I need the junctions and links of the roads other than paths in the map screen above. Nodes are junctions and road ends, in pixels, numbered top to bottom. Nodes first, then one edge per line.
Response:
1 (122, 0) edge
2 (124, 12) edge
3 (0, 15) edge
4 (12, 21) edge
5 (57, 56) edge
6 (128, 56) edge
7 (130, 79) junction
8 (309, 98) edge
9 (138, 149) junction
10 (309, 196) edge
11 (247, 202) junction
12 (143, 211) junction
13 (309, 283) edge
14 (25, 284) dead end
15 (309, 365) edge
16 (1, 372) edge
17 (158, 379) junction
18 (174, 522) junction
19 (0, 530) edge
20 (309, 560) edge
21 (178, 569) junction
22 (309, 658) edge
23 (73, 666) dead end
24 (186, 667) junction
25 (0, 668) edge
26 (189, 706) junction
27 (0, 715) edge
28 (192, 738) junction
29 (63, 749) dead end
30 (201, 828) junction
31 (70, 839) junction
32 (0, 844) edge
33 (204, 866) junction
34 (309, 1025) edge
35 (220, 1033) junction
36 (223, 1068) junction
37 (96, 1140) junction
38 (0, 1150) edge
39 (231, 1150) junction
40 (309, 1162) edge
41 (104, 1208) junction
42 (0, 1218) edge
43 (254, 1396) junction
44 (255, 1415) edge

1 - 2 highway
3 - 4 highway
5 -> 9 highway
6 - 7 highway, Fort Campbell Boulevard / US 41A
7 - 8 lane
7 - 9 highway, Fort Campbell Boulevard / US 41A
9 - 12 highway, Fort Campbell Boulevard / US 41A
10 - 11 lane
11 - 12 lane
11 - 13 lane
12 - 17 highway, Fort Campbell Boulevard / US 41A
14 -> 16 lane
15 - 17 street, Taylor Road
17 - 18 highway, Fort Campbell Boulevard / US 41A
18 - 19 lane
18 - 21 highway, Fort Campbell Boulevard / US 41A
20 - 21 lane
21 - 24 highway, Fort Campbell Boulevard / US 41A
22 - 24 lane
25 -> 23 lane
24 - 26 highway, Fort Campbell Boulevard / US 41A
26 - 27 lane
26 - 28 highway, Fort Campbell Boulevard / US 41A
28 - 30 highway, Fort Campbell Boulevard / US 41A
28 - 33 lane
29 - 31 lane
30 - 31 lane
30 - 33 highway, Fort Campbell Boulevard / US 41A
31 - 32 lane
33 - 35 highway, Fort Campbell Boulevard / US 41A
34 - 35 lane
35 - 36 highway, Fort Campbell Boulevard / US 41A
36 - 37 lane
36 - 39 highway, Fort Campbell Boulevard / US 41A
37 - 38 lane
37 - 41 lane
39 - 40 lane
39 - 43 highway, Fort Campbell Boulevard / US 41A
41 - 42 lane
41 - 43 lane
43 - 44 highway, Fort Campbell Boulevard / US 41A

▶ [WHAT NEEDS TO BE DONE]:
Every line of the data must be reproduced exactly.

▶ [ANSWER AREA]:
I need the junctions and links of the roads other than paths in the map screen above. Nodes are junctions and road ends, in pixels, numbered top to bottom. Nodes first, then one edge per line.
Response:
1 (122, 0) edge
2 (124, 12) edge
3 (0, 15) edge
4 (12, 21) edge
5 (57, 56) edge
6 (128, 56) edge
7 (130, 79) junction
8 (309, 98) edge
9 (138, 149) junction
10 (309, 196) edge
11 (247, 202) junction
12 (143, 211) junction
13 (309, 283) edge
14 (25, 284) dead end
15 (309, 365) edge
16 (1, 372) edge
17 (158, 379) junction
18 (174, 522) junction
19 (0, 530) edge
20 (309, 560) edge
21 (178, 569) junction
22 (309, 658) edge
23 (73, 666) dead end
24 (186, 667) junction
25 (0, 668) edge
26 (189, 706) junction
27 (0, 715) edge
28 (192, 738) junction
29 (63, 749) dead end
30 (201, 828) junction
31 (70, 839) junction
32 (0, 844) edge
33 (204, 866) junction
34 (309, 1025) edge
35 (220, 1033) junction
36 (223, 1068) junction
37 (96, 1140) junction
38 (0, 1150) edge
39 (231, 1150) junction
40 (309, 1162) edge
41 (104, 1208) junction
42 (0, 1218) edge
43 (254, 1396) junction
44 (255, 1415) edge

1 - 2 highway
3 - 4 highway
5 -> 9 highway
6 - 7 highway, Fort Campbell Boulevard / US 41A
7 - 8 lane
7 - 9 highway, Fort Campbell Boulevard / US 41A
9 - 12 highway, Fort Campbell Boulevard / US 41A
10 - 11 lane
11 - 12 lane
11 - 13 lane
12 - 17 highway, Fort Campbell Boulevard / US 41A
14 -> 16 lane
15 - 17 street, Taylor Road
17 - 18 highway, Fort Campbell Boulevard / US 41A
18 - 19 lane
18 - 21 highway, Fort Campbell Boulevard / US 41A
20 - 21 lane
21 - 24 highway, Fort Campbell Boulevard / US 41A
22 - 24 lane
25 -> 23 lane
24 - 26 highway, Fort Campbell Boulevard / US 41A
26 - 27 lane
26 - 28 highway, Fort Campbell Boulevard / US 41A
28 - 30 highway, Fort Campbell Boulevard / US 41A
28 - 33 lane
29 - 31 lane
30 - 31 lane
30 - 33 highway, Fort Campbell Boulevard / US 41A
31 - 32 lane
33 - 35 highway, Fort Campbell Boulevard / US 41A
34 - 35 lane
35 - 36 highway, Fort Campbell Boulevard / US 41A
36 - 37 lane
36 - 39 highway, Fort Campbell Boulevard / US 41A
37 - 38 lane
37 - 41 lane
39 - 40 lane
39 - 43 highway, Fort Campbell Boulevard / US 41A
41 - 42 lane
41 - 43 lane
43 - 44 highway, Fort Campbell Boulevard / US 41A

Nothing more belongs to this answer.